第21話 オルノーコ(アフラ・ベイン作)

書かせていただきます。


【簡単な作品紹介】

アフラ・ベインは、イギリス文学史上で、最初の女性職業作家と言われている。知る人ぞ知る作家さんだ。

代表作で、今回取り上げる「オルノーコ」は、イギリス文学史上、黒人奴隷を初めて主人公にした小説だ。これまた知る人ぞ知る名作。

というか、知らない人の方が多いと思う。それは悲しいので、今回、取り上げることにした。


【数行で読める、あらすじ】

主人公のオルノーコは、イモインダという女性と恋仲になり、結婚を誓い合う。

ところがオルノーコは戦場で罠には待って捕まり、戦争奴隷として売り出されてしまう。

二度と恋人と会えないかと思ったが、なんとイモインダも奴隷として売りに出されており、その売り先がオルノーコと同じであったので、二人は奇跡の再会を果たす。

再会を喜び合う二人だったが、二人の前にオランダ帝国という、強大な敵が立ち塞がるのだった。

果たして二人の運命は。


と言うお話。


【作品の特徴】

作者が登場人物として出てきて、語り手を担当するという形式。


つまり作者が見聞きした話を小説にした、という体裁になっている。


こういう実録めいた小説の形式は、リアリティを出すために古典小説ではよく使われた技法だったりする。ドストエフスキーの白痴とかもそうだね。


物語の内容としては、やはり黒人奴隷を主人公にして、白人の植民地統治や奴隷貿易の非道やキリスト教の欺瞞を批判的に書いている点が、先駆的で良い。


現代でも通じるテーマであり、現代の読者でも興味と関心を持って読書ができる点は、素晴らしいところ。
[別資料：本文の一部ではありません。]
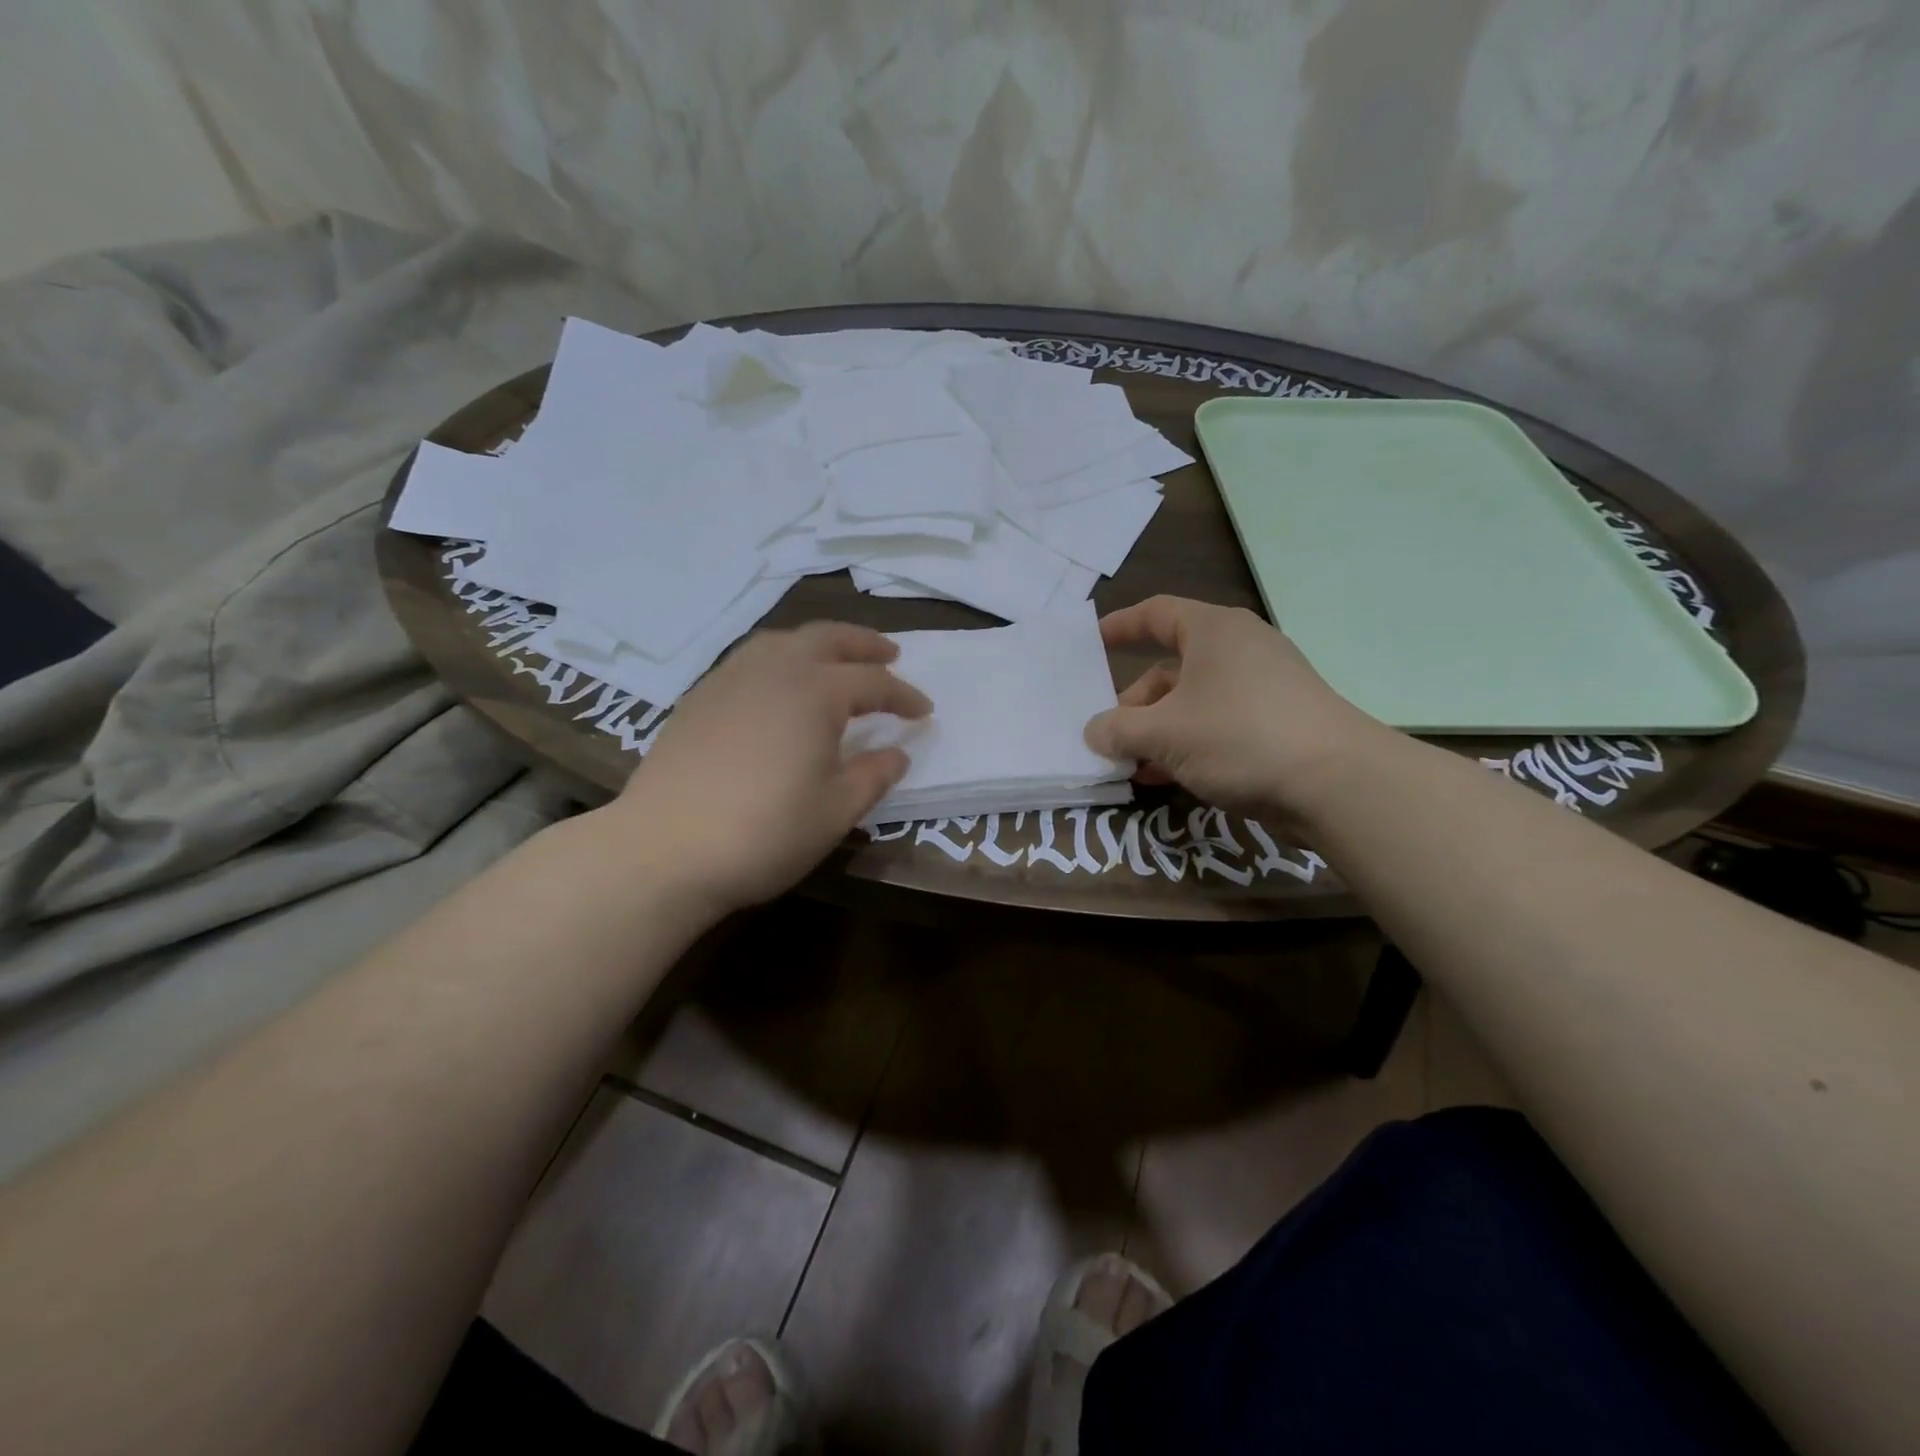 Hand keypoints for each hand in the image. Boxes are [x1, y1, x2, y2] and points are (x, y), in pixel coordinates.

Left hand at [592, 622, 930, 914]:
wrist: (663, 850)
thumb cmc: (764, 833)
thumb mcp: (836, 811)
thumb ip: (873, 776)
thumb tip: (897, 754)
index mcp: (815, 693)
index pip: (873, 683)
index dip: (904, 696)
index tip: (925, 712)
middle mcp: (774, 670)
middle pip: (828, 639)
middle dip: (864, 644)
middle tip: (890, 654)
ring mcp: (730, 679)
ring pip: (783, 640)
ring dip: (819, 643)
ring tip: (835, 659)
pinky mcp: (698, 697)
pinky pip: (750, 658)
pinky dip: (780, 658)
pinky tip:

作品が書かれた時代を考慮すると、作者の慧眼には恐れ入るばかりだ。



【作品の見どころ】

エンタメとして見ても、優れた点は多いかな。


主人公とヒロインと恋、戦場の描写などが話を盛り上げて、読者を飽きさせない。


十七世紀の植民地支配の様子が、リアリティあふれる筆致で書かれているので、歴史的な資料としても価値がある。


知名度の低さが信じられないほどの名作だから、興味を持った人は読んでみる事をお勧めするよ。


翻訳が岩波文庫で出てるから。



【終わりに】

今日の解説は、こんなところかな。異論や反論や要望があれば、感想に書いてね。加筆修正しますよ。


ちなみに、記事の内容や、取り上げる作品は、私の独断と偏見が強いので、あしからず。


それじゃ、今回はこんなところで、さよなら、さよなら、さよなら。